## TASK INSTRUCTIONS
Skip the images and print the listing exactly.

## SOURCE RECORDS
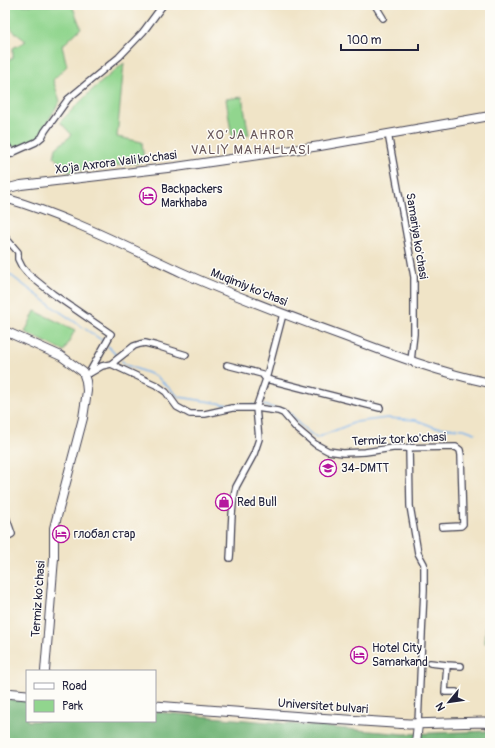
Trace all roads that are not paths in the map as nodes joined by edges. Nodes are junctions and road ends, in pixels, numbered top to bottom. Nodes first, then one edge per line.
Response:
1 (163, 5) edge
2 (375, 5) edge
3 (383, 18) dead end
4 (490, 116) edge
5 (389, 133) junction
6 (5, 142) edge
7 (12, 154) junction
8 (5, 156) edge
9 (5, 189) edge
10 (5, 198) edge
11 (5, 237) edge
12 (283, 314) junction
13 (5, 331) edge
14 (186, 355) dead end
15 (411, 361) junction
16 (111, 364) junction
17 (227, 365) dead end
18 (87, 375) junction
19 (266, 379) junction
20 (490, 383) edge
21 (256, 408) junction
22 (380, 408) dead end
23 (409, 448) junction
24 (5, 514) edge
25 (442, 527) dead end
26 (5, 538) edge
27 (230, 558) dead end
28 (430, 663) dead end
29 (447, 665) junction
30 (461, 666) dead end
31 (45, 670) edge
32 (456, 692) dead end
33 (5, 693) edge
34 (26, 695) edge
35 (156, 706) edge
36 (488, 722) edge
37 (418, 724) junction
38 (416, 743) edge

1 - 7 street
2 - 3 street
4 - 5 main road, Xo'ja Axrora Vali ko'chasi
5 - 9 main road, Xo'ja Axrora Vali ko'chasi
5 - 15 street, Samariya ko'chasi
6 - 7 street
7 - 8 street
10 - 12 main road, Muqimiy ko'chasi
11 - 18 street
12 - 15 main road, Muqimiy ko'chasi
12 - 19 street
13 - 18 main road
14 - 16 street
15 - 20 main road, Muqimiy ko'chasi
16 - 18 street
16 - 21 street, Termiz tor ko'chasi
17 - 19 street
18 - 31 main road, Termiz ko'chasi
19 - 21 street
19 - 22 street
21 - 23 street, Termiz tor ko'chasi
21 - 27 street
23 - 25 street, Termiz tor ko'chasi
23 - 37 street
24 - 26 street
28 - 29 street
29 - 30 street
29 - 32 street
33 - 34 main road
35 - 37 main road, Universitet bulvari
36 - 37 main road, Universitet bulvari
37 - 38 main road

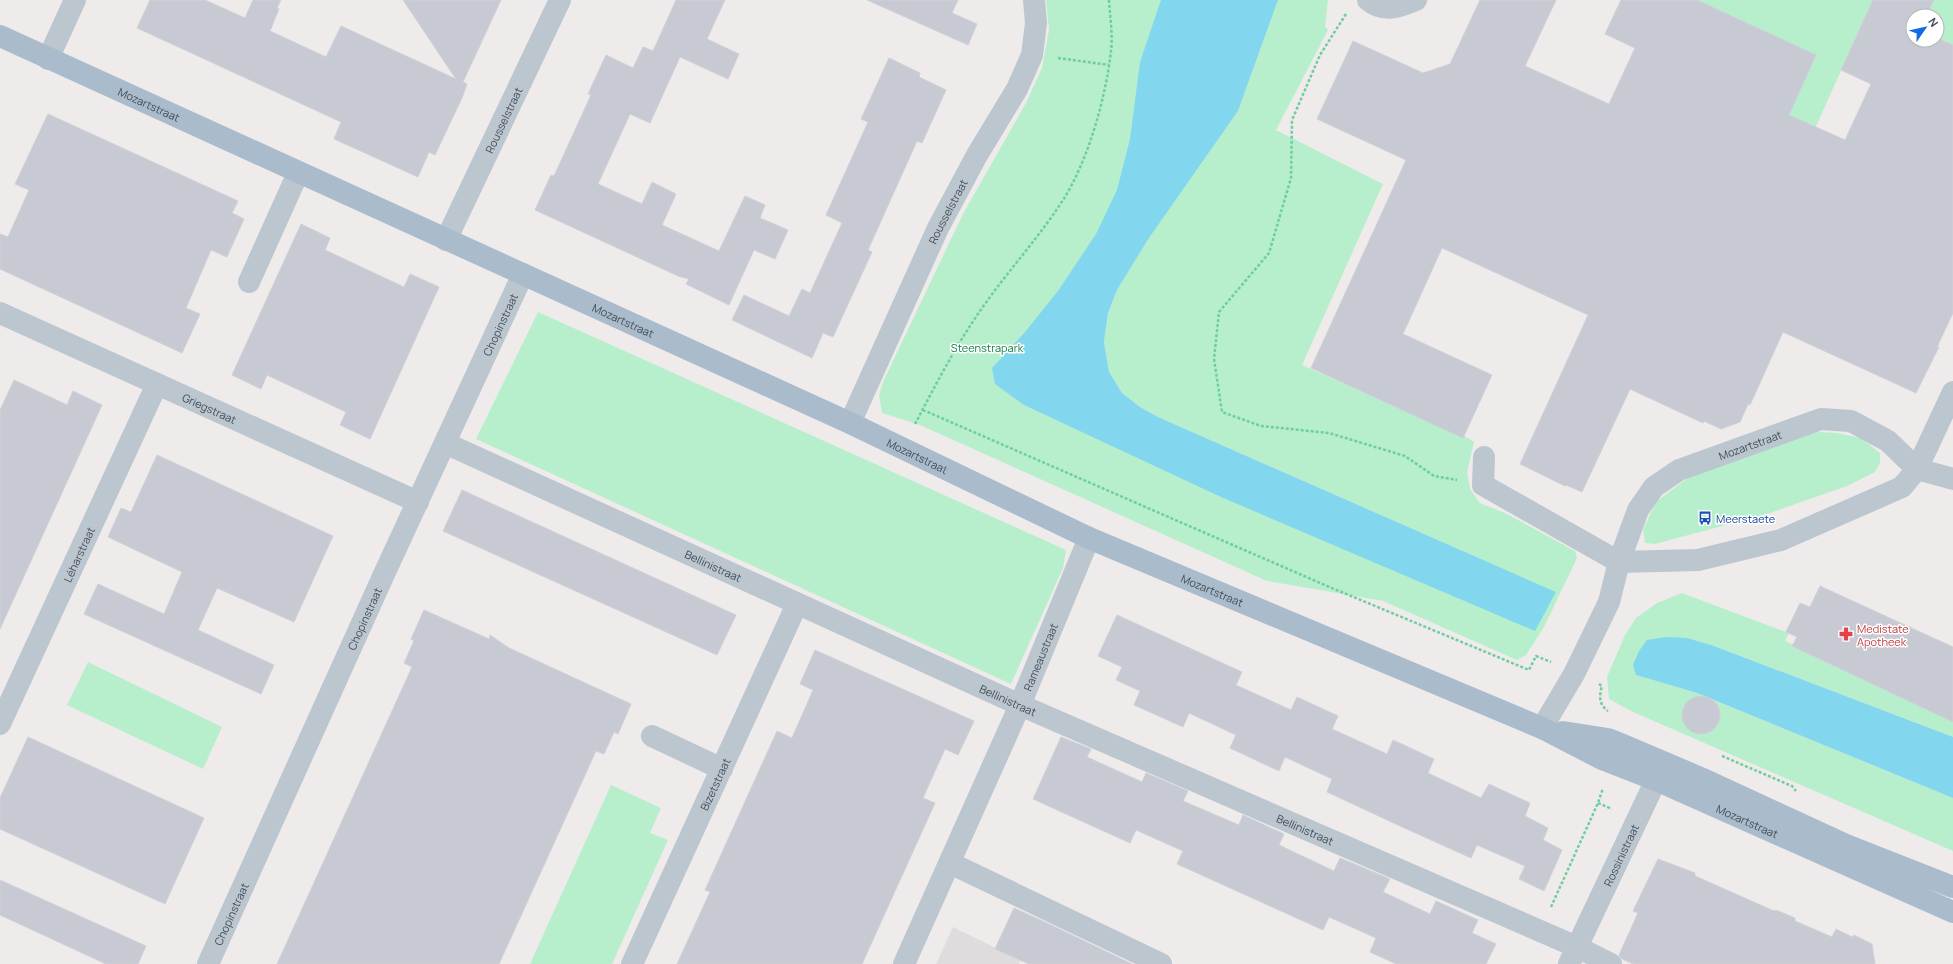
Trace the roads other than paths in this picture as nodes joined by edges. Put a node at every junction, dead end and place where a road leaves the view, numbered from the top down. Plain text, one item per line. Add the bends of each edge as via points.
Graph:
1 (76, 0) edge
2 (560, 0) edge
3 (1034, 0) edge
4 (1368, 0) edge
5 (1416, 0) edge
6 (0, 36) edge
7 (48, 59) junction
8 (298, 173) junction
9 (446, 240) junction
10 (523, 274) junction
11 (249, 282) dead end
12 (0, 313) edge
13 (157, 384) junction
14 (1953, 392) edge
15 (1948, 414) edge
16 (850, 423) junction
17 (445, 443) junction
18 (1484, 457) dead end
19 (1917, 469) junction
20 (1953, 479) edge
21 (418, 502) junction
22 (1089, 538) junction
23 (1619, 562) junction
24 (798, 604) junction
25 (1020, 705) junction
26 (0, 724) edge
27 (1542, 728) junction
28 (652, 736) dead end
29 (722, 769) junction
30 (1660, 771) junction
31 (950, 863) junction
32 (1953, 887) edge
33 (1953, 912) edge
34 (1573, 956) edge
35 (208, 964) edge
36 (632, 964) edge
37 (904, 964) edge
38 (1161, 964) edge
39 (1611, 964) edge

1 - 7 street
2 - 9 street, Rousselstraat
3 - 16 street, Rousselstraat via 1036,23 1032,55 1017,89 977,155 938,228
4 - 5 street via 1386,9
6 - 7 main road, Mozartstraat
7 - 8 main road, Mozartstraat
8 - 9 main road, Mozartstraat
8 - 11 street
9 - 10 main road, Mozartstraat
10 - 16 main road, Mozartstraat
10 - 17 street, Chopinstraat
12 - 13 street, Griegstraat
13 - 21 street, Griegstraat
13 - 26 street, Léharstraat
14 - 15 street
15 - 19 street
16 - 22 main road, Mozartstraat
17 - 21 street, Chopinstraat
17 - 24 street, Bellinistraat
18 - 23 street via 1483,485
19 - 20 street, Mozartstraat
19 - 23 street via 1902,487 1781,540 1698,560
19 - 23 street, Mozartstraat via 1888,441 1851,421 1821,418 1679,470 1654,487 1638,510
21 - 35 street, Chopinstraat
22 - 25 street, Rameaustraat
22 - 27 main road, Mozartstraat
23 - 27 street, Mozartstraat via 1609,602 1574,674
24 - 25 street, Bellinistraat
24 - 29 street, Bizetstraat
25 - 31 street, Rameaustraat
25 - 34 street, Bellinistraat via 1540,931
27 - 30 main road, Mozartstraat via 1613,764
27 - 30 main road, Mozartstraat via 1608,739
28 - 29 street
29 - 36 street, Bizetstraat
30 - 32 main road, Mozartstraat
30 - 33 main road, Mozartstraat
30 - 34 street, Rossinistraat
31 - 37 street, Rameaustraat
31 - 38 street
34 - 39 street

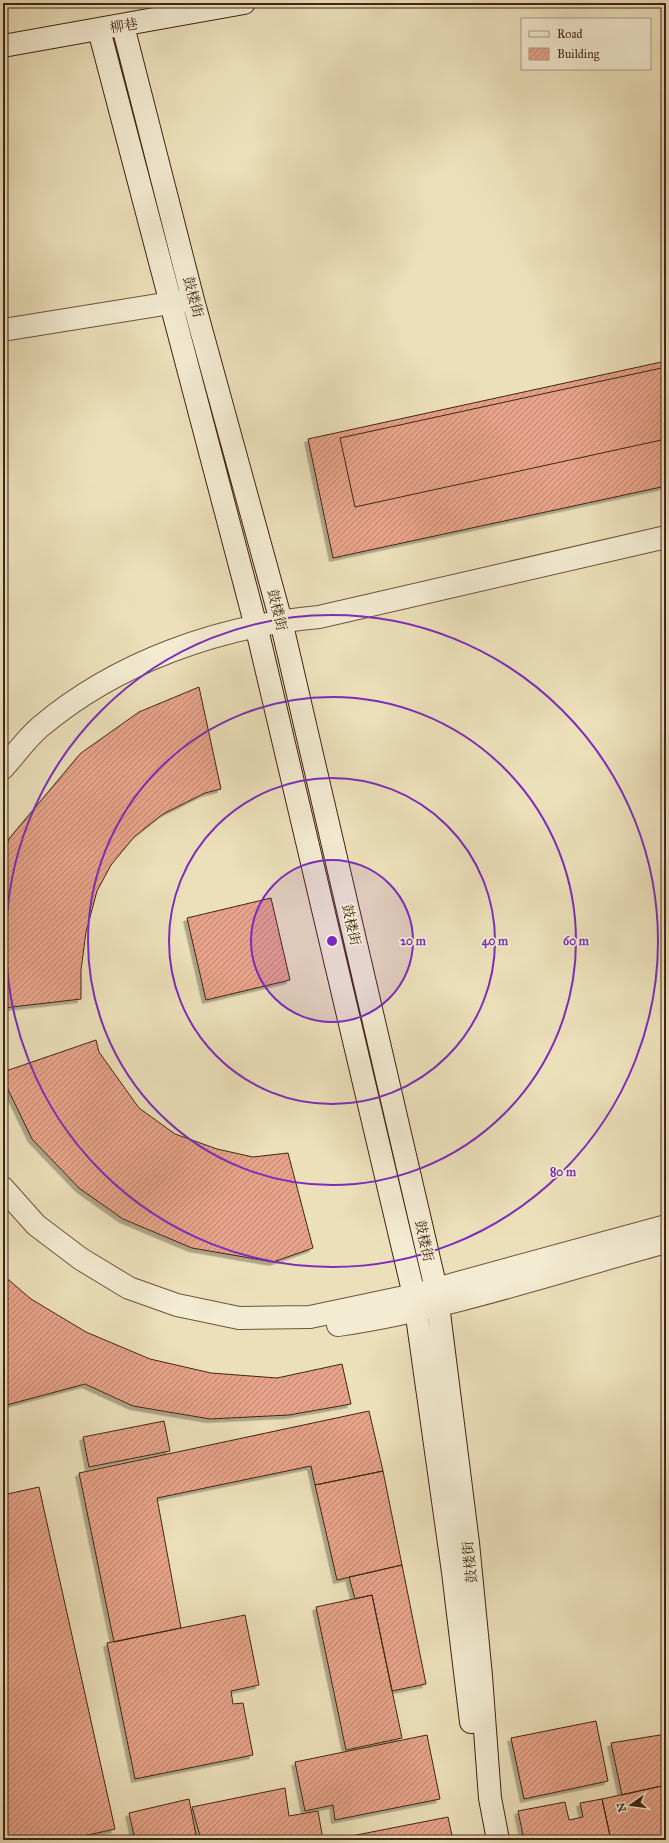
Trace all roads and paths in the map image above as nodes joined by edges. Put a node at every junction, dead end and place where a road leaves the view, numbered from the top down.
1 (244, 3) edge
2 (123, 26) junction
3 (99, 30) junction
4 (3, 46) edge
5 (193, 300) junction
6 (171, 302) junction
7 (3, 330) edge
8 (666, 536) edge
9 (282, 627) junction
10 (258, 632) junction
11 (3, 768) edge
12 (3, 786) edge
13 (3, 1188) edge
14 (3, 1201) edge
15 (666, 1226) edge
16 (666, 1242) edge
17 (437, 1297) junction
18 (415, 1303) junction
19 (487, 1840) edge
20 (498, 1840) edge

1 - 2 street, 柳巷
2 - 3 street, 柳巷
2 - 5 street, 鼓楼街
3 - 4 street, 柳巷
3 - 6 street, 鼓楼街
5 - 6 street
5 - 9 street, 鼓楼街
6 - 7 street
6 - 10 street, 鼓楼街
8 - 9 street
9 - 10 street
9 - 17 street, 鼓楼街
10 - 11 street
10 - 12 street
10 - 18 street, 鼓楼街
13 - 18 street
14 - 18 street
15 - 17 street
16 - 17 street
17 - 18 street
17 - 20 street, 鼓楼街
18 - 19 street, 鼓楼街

## SOLUTION TO THE PROBLEM
Trace all roads that are not paths in the map as nodes joined by edges. Nodes are junctions and road ends, in pixels, numbered top to bottom. Nodes first, then one edge per line.
Response:
1 (163, 5) edge
2 (375, 5) edge
3 (383, 18) dead end
4 (490, 116) edge
5 (389, 133) junction
6 (5, 142) edge
7 (12, 154) junction
8 (5, 156) edge
9 (5, 189) edge
10 (5, 198) edge
11 (5, 237) edge
12 (283, 314) junction
13 (5, 331) edge
14 (186, 355) dead end
15 (411, 361) junction
16 (111, 364) junction
17 (227, 365) dead end
18 (87, 375) junction
19 (266, 379) junction
20 (490, 383) edge
21 (256, 408) junction
22 (380, 408) dead end
23 (409, 448) junction
24 (5, 514) edge
25 (442, 527) dead end
26 (5, 538) edge
27 (230, 558) dead end
28 (430, 663) dead end
29 (447, 665) junction
30 (461, 666) dead end
31 (45, 670) edge
32 (456, 692) dead end
33 (5, 693) edge
34 (26, 695) edge
35 (156, 706) edge
36 (488, 722) edge
37 (418, 724) junction
38 (416, 743) edge

1 - 7 street
2 - 3 street
4 - 5 main road, Xo'ja Axrora Vali ko'chasi
5 - 9 main road, Xo'ja Axrora Vali ko'chasi
5 - 15 street, Samariya ko'chasi
6 - 7 street
7 - 8 street
10 - 12 main road, Muqimiy ko'chasi
11 - 18 street
12 - 15 main road, Muqimiy ko'chasi
12 - 19 street
13 - 18 main road
14 - 16 street
15 - 20 main road, Muqimiy ko'chasi
16 - 18 street
16 - 21 street, Termiz tor ko'chasi
17 - 19 street
18 - 31 main road, Termiz ko'chasi
19 - 21 street
19 - 22 street
21 - 23 street, Termiz tor ko'chasi
21 - 27 street
23 - 25 street, Termiz tor ko'chasi
23 - 37 street
24 - 26 street
28 - 29 street
29 - 30 street
29 - 32 street
33 - 34 main road
35 - 37 main road, Universitet bulvari
36 - 37 main road, Universitet bulvari
37 - 38 main road

Trace the roads other than paths in this picture as nodes joined by edges. Put a node at every junction, dead end and place where a road leaves the view, numbered from the top down. Plain text, one item per line. Add the bends of each edge as via points.
Graph:
1 (76, 0) edge
2 (560, 0) edge
3 (1034, 0) edge
4 (1368, 0) edge
5 (1416, 0) edge
6 (0, 36) edge
7 (48, 59) junction
8 (298, 173) junction
9 (446, 240) junction
10 (523, 274) junction
11 (249, 282) dead end
12 (0, 313) edge
13 (157, 384) junction
14 (1953, 392) edge
15 (1948, 414) edge
16 (850, 423) junction
17 (445, 443) junction
18 (1484, 457) dead end
19 (1917, 469) junction
20 (1953, 479) edge
21 (418, 502) junction
22 (1089, 538) junction
23 (1619, 562) junction
24 (798, 604) junction
25 (1020, 705) junction
26 (0, 724) edge
27 (1542, 728) junction
28 (652, 736) dead end
29 (722, 769) junction
30 (1660, 771) junction
31 (950, 863) junction
32 (1953, 887) edge
33 (1953, 912) edge
34 (1573, 956) edge
35 (208, 964) edge
36 (632, 964) edge
37 (904, 964) edge
38 (1161, 964) edge
39 (1611, 964) edge

1 - 7 street
2 - 9 street, Rousselstraat
3 - 16 street, Rousselstraat via 1036,23 1032,55 1017,89 977,155 938,228
4 - 5 street via 1386,9
6 - 7 main road, Mozartstraat
7 - 8 main road, Mozartstraat
8 - 9 main road, Mozartstraat
8 - 11 street
9 - 10 main road, Mozartstraat
10 - 16 main road, Mozartstraat
10 - 17 street, Chopinstraat
12 - 13 street, Griegstraat
13 - 21 street, Griegstraat
13 - 26 street, Léharstraat
14 - 15 street
15 - 19 street
16 - 22 main road, Mozartstraat
17 - 21 street, Chopinstraat
17 - 24 street, Bellinistraat
18 - 23 street via 1483,485
19 - 20 street, Mozartstraat
19 - 23 street via 1902,487 1781,540 1698,560
19 - 23 street, Mozartstraat via 1888,441 1851,421 1821,418 1679,470 1654,487 1638,510
21 - 35 street, Chopinstraat
22 - 25 street, Rameaustraat
22 - 27 main road, Mozartstraat
23 - 27 street, Mozartstraat via 1609,602 1574,674
24 - 25 street, Bellinistraat
24 - 29 street, Bizetstraat
25 - 31 street, Rameaustraat
25 - 34 street, Bellinistraat via 1540,931
27 - 30 main road, Mozartstraat via 1613,764
27 - 30 main road, Mozartstraat via 1608,739
28 - 29 street
29 - 36 street, Bizetstraat
30 - 32 main road, Mozartstraat
30 - 33 main road, Mozartstraat
30 - 34 street, Rossinistraat
31 - 37 street, Rameaustraat
31 - 38 street
34 - 39 street

Trace all roads and paths in the map image above as nodes joined by edges. Put a node at every junction, dead end and place where a road leaves the view, numbered from the top down.
1 (244, 3) edge
2 (123, 26) junction
3 (99, 30) junction
4 (3, 46) edge
5 (193, 300) junction
6 (171, 302) junction
7 (3, 330) edge
8 (666, 536) edge
9 (282, 627) junction
10 (258, 632) junction
11 (3, 768) edge
12 (3, 786) edge
13 (3, 1188) edge
14 (3, 1201) edge
15 (666, 1226) edge
16 (666, 1242) edge
17 (437, 1297) junction
18 (415, 1303) junction
19 (487, 1840) edge
20 (498, 1840) edge

1 - 2 street, 柳巷
2 - 3 street, 柳巷
2 - 5 street, 鼓楼街
3 - 4 street, 柳巷
3 - 6 street, 鼓楼街
5 - 6 street
5 - 9 street, 鼓楼街
6 - 7 street
6 - 10 street, 鼓楼街
8 - 9 street
9 - 10 street
9 - 17 street, 鼓楼街
10 - 11 street
10 - 12 street
10 - 18 street, 鼓楼街
13 - 18 street
14 - 18 street
15 - 17 street
16 - 17 street
17 - 18 street
17 - 20 street, 鼓楼街
18 - 19 street, 鼓楼街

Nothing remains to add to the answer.